How do you ensure that AI-driven decisions remain transparent and aligned with evolving compliance standards?
In audit and in compliance, the idea of independence is really crucial. So if you’ve made an audit conclusion and being able to show your work and walk through that process is really important. I don’t think we’re ever going to get to a point where we’re going to allow AI to come up with its own material findings for companies. There’s always going to be a need for a human to be in the loop. But the idea is really to make that process more efficient and make that auditor more proficient at what they do – really empower them to spend more time doing the things that really provide strategic value to the business.
How do you see the role of CISOs evolving, and what strategies are needed to meet the challenges ahead?
I think a lot of aspiring security leaders come up through very technical tracks, so they’re very focused on the art of security, and they forget that businesses are in business for their customers, to deliver value for their customers, deliver great products. There’s a broader mission that you really need to understand well in order to help secure those organizations. So I think it’s, you know, developing that business acumen, understanding how you can help deliver value for your customers and for the business, while providing security as a service, you have to be able to do both to gain the trust and alignment with your leadership to be effective as a CISO.
I think more and more the CISO is being called upon to be a business leader – sit at the table with the executive team, with the board, and be brought in on the broader strategy, so they can help guide the business on how to get to that destination securely and safely.
As a leader in the cybersecurity community, what advice would you offer emerging CISOs?

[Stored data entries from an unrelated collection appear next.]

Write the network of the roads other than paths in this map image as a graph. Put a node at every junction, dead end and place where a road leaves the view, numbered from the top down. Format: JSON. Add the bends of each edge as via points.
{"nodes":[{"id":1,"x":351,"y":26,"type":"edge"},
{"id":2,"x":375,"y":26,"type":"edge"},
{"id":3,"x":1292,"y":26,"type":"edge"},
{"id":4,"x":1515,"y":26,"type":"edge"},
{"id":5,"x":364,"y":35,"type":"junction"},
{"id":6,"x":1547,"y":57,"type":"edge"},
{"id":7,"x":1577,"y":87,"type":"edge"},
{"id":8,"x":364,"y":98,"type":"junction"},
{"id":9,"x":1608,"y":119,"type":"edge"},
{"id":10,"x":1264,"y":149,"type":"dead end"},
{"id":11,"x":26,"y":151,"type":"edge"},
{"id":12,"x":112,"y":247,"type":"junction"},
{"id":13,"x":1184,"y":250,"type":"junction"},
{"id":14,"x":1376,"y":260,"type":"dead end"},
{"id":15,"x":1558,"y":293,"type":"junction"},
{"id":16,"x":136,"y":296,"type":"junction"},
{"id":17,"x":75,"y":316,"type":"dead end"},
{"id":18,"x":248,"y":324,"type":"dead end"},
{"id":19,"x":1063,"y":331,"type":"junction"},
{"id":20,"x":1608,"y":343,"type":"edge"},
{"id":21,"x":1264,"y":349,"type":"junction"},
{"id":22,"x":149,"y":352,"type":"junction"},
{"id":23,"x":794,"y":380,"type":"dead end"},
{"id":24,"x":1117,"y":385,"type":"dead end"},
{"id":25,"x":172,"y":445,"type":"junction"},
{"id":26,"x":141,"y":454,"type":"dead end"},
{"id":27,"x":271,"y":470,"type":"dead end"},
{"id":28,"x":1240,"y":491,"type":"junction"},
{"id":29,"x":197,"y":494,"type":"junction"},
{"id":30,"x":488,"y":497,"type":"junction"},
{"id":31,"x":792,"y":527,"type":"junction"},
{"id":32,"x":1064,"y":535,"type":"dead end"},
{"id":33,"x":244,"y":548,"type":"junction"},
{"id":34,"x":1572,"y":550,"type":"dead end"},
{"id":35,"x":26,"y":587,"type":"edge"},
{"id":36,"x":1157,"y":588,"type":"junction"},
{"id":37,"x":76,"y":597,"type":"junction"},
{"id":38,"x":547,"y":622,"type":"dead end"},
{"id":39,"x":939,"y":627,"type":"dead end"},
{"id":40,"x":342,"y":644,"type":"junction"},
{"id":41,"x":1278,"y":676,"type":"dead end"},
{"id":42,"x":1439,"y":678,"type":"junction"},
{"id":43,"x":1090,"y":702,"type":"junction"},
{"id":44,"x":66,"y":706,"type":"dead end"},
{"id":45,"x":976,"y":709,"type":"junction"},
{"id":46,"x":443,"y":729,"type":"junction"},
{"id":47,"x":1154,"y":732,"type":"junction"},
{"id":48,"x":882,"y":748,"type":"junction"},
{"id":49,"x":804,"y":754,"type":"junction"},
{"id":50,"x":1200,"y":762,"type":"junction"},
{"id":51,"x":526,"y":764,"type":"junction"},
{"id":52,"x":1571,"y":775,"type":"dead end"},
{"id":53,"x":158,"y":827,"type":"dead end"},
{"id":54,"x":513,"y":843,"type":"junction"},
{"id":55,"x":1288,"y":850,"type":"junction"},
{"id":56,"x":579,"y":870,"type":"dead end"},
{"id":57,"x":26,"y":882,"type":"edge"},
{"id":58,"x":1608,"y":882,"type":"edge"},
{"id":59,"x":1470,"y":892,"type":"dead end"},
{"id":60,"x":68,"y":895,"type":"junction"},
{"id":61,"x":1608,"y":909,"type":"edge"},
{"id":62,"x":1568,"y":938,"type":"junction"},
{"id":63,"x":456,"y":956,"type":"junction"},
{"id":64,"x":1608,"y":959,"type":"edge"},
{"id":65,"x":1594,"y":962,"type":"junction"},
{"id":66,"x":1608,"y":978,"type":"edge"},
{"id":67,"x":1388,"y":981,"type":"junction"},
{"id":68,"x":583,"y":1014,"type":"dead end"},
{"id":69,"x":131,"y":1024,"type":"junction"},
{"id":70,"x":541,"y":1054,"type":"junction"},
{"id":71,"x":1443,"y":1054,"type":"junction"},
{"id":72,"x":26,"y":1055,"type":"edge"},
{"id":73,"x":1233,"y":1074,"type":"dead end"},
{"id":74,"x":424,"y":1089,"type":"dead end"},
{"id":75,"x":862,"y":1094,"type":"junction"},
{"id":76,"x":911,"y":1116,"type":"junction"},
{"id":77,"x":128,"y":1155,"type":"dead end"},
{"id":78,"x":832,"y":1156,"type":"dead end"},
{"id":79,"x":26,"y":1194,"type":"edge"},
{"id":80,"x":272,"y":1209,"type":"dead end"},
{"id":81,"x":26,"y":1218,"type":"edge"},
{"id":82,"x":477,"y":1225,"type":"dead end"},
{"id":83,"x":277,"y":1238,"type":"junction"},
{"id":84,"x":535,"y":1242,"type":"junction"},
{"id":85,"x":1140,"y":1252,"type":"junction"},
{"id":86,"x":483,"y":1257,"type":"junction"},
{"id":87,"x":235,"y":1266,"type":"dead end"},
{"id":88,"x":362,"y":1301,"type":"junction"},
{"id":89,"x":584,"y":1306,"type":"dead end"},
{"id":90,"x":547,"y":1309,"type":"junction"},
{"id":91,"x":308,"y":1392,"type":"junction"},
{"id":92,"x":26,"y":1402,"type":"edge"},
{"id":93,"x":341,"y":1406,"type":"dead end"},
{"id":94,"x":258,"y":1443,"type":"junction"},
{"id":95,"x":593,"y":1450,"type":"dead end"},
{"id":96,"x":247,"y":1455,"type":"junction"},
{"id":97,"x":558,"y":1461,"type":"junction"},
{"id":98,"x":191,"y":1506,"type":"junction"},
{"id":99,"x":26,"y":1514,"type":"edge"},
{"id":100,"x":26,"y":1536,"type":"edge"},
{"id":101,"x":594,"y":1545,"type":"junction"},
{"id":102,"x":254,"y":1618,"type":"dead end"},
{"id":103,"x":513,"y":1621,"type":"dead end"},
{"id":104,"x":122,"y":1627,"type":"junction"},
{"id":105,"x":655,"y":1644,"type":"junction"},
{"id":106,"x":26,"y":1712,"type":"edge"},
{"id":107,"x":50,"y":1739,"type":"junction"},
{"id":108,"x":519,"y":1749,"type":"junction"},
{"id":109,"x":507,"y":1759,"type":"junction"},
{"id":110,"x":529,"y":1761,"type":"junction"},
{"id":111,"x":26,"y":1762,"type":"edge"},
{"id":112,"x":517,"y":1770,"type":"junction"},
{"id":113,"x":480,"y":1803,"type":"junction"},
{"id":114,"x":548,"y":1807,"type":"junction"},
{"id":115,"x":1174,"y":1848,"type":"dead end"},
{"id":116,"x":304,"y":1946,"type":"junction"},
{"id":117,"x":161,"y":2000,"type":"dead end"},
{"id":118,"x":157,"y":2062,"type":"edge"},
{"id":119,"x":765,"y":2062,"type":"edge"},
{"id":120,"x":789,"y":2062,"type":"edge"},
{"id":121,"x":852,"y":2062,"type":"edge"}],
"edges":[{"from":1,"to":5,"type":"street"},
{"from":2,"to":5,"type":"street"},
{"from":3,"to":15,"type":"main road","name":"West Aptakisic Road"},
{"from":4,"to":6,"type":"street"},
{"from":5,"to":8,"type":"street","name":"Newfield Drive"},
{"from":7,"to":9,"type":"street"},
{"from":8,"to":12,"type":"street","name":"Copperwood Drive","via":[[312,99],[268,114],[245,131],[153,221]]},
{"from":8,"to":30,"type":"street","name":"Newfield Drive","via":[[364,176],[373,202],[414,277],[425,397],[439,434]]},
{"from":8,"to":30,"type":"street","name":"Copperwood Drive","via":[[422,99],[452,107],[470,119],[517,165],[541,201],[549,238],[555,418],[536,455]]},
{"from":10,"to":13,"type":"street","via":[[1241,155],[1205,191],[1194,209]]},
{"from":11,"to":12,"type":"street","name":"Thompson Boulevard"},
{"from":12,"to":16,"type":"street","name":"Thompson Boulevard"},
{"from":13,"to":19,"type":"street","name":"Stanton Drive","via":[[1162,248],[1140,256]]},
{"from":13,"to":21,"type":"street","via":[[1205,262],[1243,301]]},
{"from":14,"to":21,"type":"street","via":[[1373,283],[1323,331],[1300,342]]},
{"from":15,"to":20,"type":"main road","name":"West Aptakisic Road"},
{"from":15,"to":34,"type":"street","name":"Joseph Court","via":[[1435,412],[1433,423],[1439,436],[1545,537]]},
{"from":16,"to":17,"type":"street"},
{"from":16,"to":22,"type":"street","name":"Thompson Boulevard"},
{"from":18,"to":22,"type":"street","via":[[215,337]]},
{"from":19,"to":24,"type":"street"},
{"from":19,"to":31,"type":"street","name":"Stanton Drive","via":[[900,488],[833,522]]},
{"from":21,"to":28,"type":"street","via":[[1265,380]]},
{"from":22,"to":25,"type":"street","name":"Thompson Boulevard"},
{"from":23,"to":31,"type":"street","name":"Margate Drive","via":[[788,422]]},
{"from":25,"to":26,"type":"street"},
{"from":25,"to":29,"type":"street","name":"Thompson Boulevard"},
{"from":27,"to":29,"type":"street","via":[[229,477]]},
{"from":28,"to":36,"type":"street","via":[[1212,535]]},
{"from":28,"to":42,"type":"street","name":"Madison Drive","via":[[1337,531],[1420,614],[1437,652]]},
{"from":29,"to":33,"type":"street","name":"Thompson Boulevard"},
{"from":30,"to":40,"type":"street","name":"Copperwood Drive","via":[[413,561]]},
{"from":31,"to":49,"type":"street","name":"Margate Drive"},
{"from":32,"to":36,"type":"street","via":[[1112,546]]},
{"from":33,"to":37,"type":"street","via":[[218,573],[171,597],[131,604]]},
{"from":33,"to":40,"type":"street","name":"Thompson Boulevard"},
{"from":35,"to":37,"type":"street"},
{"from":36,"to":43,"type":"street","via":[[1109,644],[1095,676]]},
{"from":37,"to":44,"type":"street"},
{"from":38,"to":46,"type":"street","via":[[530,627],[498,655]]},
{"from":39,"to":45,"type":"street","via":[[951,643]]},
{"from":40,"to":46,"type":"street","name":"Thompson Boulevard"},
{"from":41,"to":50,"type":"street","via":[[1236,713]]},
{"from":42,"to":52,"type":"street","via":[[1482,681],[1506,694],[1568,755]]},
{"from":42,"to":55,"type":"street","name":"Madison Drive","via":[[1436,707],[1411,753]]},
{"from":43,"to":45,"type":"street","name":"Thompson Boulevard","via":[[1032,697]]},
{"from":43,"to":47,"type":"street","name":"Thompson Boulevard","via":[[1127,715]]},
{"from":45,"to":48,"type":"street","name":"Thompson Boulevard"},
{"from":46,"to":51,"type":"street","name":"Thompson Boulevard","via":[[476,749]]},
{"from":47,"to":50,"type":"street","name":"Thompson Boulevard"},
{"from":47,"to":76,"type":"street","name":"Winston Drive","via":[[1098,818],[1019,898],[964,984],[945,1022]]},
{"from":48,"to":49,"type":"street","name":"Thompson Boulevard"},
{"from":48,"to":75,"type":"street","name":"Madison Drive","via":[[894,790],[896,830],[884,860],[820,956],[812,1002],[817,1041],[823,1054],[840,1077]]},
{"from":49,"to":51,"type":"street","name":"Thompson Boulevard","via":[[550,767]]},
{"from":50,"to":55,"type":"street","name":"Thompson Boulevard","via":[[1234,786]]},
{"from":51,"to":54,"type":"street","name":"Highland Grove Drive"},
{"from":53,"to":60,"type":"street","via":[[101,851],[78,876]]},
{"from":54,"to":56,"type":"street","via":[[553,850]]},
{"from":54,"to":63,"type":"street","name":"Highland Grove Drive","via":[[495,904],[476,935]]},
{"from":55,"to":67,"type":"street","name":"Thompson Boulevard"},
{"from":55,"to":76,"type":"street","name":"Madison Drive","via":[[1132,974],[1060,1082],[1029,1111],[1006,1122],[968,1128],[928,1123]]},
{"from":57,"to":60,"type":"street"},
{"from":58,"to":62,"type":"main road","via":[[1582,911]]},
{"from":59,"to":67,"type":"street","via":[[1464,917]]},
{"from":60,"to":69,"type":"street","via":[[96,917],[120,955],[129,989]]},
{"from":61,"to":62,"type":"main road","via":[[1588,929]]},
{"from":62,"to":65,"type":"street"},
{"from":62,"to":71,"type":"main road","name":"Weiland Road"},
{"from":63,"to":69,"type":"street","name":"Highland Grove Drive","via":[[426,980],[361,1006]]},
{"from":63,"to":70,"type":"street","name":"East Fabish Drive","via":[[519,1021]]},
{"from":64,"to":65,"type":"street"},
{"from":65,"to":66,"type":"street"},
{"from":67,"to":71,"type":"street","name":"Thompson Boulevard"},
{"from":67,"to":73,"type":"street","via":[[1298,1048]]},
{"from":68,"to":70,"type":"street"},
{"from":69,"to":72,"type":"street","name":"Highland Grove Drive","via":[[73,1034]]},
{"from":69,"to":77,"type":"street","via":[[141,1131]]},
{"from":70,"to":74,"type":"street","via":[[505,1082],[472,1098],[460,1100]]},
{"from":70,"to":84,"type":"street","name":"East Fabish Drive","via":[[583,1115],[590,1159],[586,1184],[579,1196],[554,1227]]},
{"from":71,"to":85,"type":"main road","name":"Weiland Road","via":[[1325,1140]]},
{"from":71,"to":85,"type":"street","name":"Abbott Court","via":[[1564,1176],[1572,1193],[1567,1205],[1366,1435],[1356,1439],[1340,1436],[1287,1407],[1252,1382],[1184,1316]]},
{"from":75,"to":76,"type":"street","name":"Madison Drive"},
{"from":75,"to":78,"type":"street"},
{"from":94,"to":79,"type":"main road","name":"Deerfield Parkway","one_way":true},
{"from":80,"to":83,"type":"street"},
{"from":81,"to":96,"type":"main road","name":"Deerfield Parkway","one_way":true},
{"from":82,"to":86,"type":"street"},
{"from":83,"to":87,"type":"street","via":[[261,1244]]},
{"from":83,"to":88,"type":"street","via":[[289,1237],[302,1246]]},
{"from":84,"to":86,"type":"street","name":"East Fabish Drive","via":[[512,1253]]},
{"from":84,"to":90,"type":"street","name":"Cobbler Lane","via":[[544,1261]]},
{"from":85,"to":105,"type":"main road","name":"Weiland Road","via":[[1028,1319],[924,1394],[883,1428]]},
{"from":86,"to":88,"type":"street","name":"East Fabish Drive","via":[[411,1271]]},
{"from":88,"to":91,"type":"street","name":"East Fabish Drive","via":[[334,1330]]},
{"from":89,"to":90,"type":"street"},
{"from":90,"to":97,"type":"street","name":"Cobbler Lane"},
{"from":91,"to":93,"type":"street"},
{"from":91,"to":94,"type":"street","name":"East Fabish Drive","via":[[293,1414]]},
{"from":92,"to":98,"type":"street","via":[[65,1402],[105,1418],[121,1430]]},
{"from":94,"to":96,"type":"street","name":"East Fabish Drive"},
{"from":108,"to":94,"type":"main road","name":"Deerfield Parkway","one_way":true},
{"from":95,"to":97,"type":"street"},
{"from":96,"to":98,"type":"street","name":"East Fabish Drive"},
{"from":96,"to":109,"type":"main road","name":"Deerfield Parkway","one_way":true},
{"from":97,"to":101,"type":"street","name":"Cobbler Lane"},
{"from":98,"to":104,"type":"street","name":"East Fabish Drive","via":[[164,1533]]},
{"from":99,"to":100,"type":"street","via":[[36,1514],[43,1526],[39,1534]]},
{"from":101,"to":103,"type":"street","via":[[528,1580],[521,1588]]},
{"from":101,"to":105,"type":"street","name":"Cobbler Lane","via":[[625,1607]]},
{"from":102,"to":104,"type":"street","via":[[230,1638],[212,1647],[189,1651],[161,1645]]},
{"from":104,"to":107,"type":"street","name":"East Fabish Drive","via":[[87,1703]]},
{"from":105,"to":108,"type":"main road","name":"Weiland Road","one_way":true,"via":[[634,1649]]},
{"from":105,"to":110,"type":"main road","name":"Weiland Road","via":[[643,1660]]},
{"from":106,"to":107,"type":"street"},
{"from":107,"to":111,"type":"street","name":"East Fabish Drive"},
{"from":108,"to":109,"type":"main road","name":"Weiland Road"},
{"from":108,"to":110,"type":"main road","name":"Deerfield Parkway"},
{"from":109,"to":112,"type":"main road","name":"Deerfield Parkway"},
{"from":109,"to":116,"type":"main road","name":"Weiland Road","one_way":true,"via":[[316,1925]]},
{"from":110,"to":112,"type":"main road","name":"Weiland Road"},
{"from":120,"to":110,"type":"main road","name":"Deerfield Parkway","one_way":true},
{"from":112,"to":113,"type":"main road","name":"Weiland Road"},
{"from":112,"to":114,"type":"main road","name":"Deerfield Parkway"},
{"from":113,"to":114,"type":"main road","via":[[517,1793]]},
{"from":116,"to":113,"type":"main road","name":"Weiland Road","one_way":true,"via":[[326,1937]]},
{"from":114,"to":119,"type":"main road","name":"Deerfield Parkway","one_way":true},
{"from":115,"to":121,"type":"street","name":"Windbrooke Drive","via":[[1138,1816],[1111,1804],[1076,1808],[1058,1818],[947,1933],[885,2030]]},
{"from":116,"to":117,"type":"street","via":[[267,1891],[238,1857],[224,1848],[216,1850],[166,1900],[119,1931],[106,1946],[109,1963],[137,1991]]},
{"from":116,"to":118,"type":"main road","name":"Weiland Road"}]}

There’s definitely a lot of competition for the best and brightest in that field, and one of the biggest, pitches I can make for adding AI or just technology in general to your GRC function is that it’s going to keep that talented group interested and retained on your team. If you take somebody really hungry and bright out of college, and you show them how to audit something, they might do it once. They might do it
twice. They may not really be interested in doing the same old thing over and over again. So you’re going to lose them to a competing team or competing organization. But, if you can give them good tools and AI-enabled workflows where they can automate some of those repetitive tasks, they can focus on having a strategic impact for the organization, something that AI really can’t do.
What are your key takeaways?
The key takeaway that I’ve just been talking to a lot of security folks about is this concept of connectedness – security breaking out of the back office. To be effective at what we do, we need to connect people and data. There’s a lot more data than ever. There’s a lot more surface area than ever, and security really needs to be an ambassador within organizations, establish partnerships and relationships across teams, and then really share data and work together to solve the risk problem. You can’t really do it in a silo, one team at a time. It’s something that you’ve got to find your risk champions across the business and really link arms and work together, because otherwise you’re not going to know what’s coming.